Ya desde aquella época Nintendo pretendía probar suerte en el séptimo arte y encargó una adaptación de su franquicia más conocida en formato anime, así nació la muy mediocre y casi completamente desconocida en Occidente Super Mario Brothers: Gran Misión para Rescatar a la Princesa Peach (Sûpâ Mario Burazâzu: Pîchi-hime Kyushutsu dai Sakusen!, 1986), film de apenas una hora de Masami Hata que pasó por salas tradicionales, en su momento se editó únicamente en VHS y Betamax, cayó en un limbo durante décadas y en el 2022 fue restaurado por un grupito de fans devotos, Kineko. Como aparentemente la versión nipona en dibujos animados no se consideró digna de distribución a gran escala por fuera de Asia y algunas naciones concretas, Nintendo a continuación optó por un enfoque radicalmente opuesto en ocasión de lo que eventualmente se transformaría en Super Mario Bros. (1993), desastre mayúsculo de la por entonces pareja de Rocky Morton y Annabel Jankel, un dúo especializado en videoclips que venía de encarar las muchos mejores Max Headroom (1985) y Muerto al Llegar (D.O.A., 1988) y que se decidió por una traslación en live action con toda la pirotecnia hollywoodense detrás, generando un bodrio incoherente.
Después del enorme éxito de faenas de posicionamiento de marca nada sutil como La Gran Aventura Lego (The Lego Movie, 2014), de Phil Lord y Christopher Miller, y Lego Batman: La Película (The Lego Batman Movie, 2017), de Chris McKay, movida que a su vez derivó en los fiascos de Lego Ninjago: La Película (The Lego Ninjago Movie, 2017), de Charlie Bean, Paul Fisher y Bob Logan, y esa horrible La Gran Aventura Lego 2 (The Lego Movie 2: The Second Part, 2019), de Mike Mitchell, no es de extrañar que se haya contratado a uno de los guionistas de esta última, Matthew Fogel, para escribir una nueva adaptación de Mario aunque ya bajo el amparo de Illumination, estudio de animación conocido por la saga que empezó con Mi Villano Favorito (Despicable Me, 2010), de Pierre Coffin y Chris Renaud, y una compañía para la que anteriormente trabajaron Fogel y los dos franceses que estuvieron a cargo de la realización general en París, Pierre Leduc y Fabien Polack, por más que en los créditos fuesen relegados a “codirectores” ya que los que acaparan el rótulo de realizadores oficiales son los yanquis Aaron Horvath y Michael Jelenic, un equipo cuyo principal producto previo es la paupérrima serie animada Teen Titans Go! (2013-2023).
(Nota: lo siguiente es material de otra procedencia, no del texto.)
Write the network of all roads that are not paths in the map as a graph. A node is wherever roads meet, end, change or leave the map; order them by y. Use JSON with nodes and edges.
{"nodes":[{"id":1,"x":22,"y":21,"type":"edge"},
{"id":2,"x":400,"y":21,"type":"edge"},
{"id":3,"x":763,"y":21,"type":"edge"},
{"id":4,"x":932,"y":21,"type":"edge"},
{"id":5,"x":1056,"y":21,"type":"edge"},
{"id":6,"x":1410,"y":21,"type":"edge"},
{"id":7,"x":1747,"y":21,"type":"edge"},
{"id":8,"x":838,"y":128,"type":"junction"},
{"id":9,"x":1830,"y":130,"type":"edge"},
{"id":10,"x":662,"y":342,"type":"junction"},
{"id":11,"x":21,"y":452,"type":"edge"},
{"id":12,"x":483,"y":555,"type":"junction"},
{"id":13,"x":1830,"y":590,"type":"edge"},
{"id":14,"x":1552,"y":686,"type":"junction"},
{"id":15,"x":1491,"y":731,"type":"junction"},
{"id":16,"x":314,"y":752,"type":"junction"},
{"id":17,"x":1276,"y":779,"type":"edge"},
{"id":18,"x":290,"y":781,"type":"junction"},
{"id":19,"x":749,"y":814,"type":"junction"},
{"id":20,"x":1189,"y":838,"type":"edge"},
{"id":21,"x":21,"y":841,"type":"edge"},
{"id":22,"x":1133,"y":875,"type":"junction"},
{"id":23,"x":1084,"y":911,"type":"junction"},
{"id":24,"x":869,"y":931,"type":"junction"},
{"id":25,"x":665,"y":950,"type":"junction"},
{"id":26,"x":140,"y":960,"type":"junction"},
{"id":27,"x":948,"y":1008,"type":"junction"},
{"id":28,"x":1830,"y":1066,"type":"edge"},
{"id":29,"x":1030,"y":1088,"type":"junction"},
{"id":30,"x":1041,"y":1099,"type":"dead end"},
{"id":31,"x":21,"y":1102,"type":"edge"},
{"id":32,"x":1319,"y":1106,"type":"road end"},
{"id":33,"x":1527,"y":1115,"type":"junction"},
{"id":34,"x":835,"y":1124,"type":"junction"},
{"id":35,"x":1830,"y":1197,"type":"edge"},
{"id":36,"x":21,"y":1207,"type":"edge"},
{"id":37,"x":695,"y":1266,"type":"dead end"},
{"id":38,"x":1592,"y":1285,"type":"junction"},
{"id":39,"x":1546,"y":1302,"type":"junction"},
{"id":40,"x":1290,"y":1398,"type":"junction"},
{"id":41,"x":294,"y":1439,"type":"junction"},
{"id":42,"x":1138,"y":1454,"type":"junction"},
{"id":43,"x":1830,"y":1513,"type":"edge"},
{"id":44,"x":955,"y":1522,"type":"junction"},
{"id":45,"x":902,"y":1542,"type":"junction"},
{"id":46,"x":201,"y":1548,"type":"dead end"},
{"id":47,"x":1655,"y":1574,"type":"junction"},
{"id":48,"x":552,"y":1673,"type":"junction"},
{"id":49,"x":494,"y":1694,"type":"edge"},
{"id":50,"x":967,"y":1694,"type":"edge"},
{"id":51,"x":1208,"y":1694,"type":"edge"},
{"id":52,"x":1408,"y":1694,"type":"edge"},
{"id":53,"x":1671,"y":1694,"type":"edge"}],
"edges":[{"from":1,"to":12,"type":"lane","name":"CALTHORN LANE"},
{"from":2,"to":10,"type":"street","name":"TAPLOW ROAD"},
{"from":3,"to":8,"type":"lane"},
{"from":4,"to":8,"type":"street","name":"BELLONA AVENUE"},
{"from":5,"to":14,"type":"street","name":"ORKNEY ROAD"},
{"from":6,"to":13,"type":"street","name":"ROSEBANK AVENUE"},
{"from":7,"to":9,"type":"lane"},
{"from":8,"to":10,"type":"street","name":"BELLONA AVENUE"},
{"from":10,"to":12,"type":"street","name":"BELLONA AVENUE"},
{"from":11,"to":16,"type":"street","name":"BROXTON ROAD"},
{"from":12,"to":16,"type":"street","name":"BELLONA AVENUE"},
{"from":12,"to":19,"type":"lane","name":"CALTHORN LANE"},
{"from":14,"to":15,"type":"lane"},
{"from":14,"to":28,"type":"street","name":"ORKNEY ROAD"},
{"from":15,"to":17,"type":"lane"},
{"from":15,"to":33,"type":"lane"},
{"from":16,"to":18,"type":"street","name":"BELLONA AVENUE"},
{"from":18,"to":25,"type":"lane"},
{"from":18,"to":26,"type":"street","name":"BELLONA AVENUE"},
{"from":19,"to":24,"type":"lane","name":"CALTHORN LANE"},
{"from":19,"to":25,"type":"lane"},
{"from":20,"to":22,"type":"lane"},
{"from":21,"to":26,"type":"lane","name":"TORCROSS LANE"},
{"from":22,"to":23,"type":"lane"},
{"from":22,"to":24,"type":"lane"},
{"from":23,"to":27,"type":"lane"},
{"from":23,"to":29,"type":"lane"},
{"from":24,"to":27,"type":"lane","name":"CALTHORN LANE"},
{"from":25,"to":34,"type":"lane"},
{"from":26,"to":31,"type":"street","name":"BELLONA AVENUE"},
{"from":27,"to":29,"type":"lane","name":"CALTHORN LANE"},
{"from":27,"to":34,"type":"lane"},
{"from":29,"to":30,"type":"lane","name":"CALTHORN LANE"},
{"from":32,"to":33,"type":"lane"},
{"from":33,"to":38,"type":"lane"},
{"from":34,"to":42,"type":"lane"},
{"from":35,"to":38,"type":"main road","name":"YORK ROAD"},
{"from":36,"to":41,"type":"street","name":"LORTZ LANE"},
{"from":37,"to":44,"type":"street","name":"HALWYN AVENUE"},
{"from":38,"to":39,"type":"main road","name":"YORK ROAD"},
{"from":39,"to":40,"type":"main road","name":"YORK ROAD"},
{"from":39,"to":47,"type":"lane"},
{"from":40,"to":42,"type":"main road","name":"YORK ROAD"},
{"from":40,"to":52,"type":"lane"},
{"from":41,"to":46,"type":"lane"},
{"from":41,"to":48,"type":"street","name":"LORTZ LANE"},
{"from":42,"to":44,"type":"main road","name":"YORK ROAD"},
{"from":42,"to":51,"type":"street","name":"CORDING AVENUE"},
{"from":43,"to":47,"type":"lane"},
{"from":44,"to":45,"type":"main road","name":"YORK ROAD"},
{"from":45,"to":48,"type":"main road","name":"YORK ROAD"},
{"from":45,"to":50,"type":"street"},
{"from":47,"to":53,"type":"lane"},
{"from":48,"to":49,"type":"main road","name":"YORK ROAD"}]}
Super Mario Bros.: La Película (The Super Mario Bros. Movie, 2023) es una especie de mixtura deslucida y redundante del amor por los arcades de Ralph, el Demoledor (Wreck-It Ralph, 2012), de Rich Moore, aquel diseño de producción hiper psicodélico de Lluvia de Hamburguesas (Cloudy with a Chance of Meatballs, 2009), de Lord y Miller, el humor bastante bobo y pretendidamente “adorable” de Minions (2015), de Coffin y Kyle Balda, y una historia muy poco imaginativa que sigue al pie de la letra la trama de los videojuegos, a mitad de camino entre la humanización concienzuda de Mi Villano Favorito y el cinismo en secuencia de todos los productos cinematográficos de Lego. El film no llega a ser malo o insoportable pero tampoco bueno debido a su carácter anodino, el flojísimo desempeño del lelo total de Seth Rogen en el rol de Donkey Kong y de Chris Pratt y Charlie Day como Mario y Luigi, nuestros plomeros italoamericanos trasplantados al Reino Champiñón, y por manotazos de ahogado baratos como citar a ese “Mad Max” Rockatansky de George Miller en una secuencia con hot rods o llenar la banda sonora con canciones de AC/DC, Beastie Boys, Bonnie Tyler o A-ha para apelar a la nostalgia circa postrimerías del Siglo XX, amén de intercambiar a la Princesa Peach por Luigi en materia de quien necesita ser rescatado, jugada de asquerosa corrección política que no suma nada al relato en sí, como decíamos antes uno completamente reemplazable con cualquier otra fábula de origen del mainstream contemporáneo en la que se opta por recuperar el modelo retórico de los cuentos de hadas de la autosuperación o la redención moral más simple, en pantalla vía Mario empezando su propio negocio y aprendiendo a moverse en las muchas plataformas del Reino Champiñón. Lo mejor de la propuesta por lejos se concentra en las intervenciones de Jack Black como Bowser, aquí ultra enamorado de la princesa y cantando canciones al piano en su honor, de Anya Taylor-Joy como la susodicha Peach, algo así como la “maestra” del protagonista o fuente del saber en lo que atañe a los diversos potenciadores, y de Keegan-Michael Key como el infaltable Toad, lacayo perpetuo de la soberana y gran personaje secundario desde siempre. Si el humor hubiese sido inteligente y la historia un poco más compleja estaríamos ante algo más que un trabajo lindo de tonos pasteles símil Pixar aunque demasiado vacío…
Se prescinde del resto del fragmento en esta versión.